The goal of education is not to raise a child who does well on the tests of secular educators, but to raise a child who does well on the tests of real life. When they need to research an issue, they will have the discipline and ability to find and analyze relevant information. When they need to present an argument, they will know how to use language persuasively. When mediating a problem at church, they will know how to apply wisdom and find a creative solution. Knowledge is the natural fruit of growing stronger mental muscles, not the other way around.

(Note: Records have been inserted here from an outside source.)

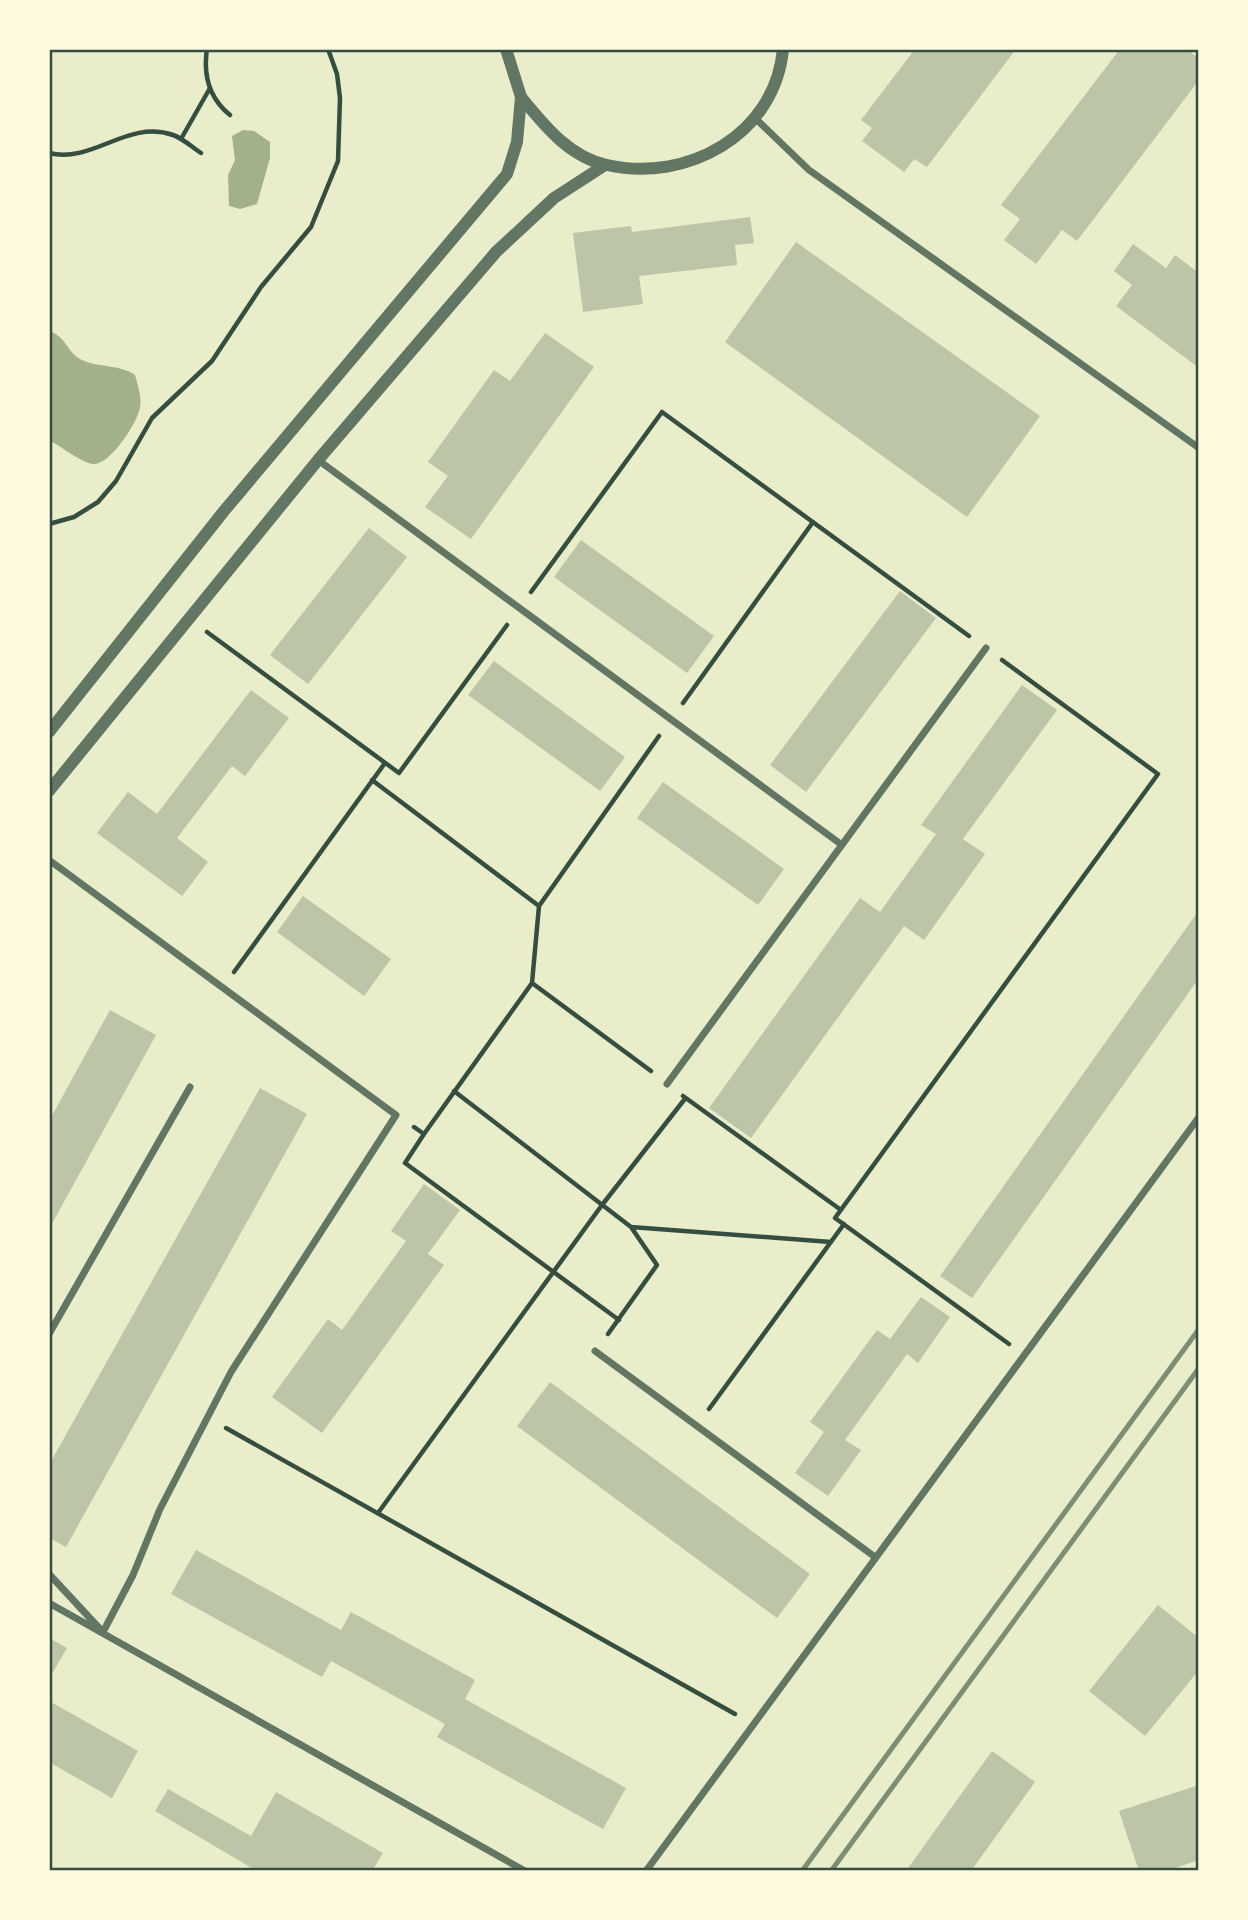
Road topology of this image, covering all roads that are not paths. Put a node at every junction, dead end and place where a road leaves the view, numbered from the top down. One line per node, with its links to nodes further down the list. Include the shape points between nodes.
1 (506, 49): 3 (street)
2 (783, 49): 4 (street, via 781,70)
3 (521, 97): 5 (street, via 556,139); 9 (street, via 517,142 507,174 224,511)
4 (755, 118): 5 (street, via 713,154 660,170); 6 (street, via 809,170)
5 (605, 165): 7 (street, via 554,198 496,252)
6 (1199, 448)
7 (318, 460): 10 (street); 11 (street)
8 (986, 649): 11 (street)
9 (49, 732)
10 (49, 790)
11 (842, 845): 13 (street)
12 (49, 860): 21 (street, via 396,1115 231,1372)
13 (667, 1084)
14 (190, 1087): 16 (street)
15 (1199, 1117): 18 (street)
16 (49, 1334)
17 (595, 1351): 18 (street)
18 (875, 1557): 23 (street)
19 (49, 1574): 21 (street)
20 (49, 1603): 21 (street)
21 (103, 1632): 22 (street)
22 (525, 1871)
23 (646, 1871)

And what are the mental muscles? Certainly there are more than the ones we have identified in our book, but we have found seven that we think are critical to mental strength:

  • Habits:  The ability to instinctively act upon common duties or tasks without being told.
  • Appetites:  The ability to discern and desire what is excellent and worthy.
  • Language:  The ability to clearly articulate and communicate ideas and beliefs.
  • Creativity:  The ability to reflect the image and glory of God in all that one does.
  • Curiosity:  The ability to question, to seek out knowledge, and to keep learning.
  • Reason:  The ability to think clearly and logically about ideas, decisions and life.
  • Wisdom:  The ability to apply spiritual insight and discernment in any situation.

So, start with the spirit and the heart, and the mind will follow. And in the end, you will have not only a "well-educated" child, but even better, the confidence that you have raised a wholehearted child.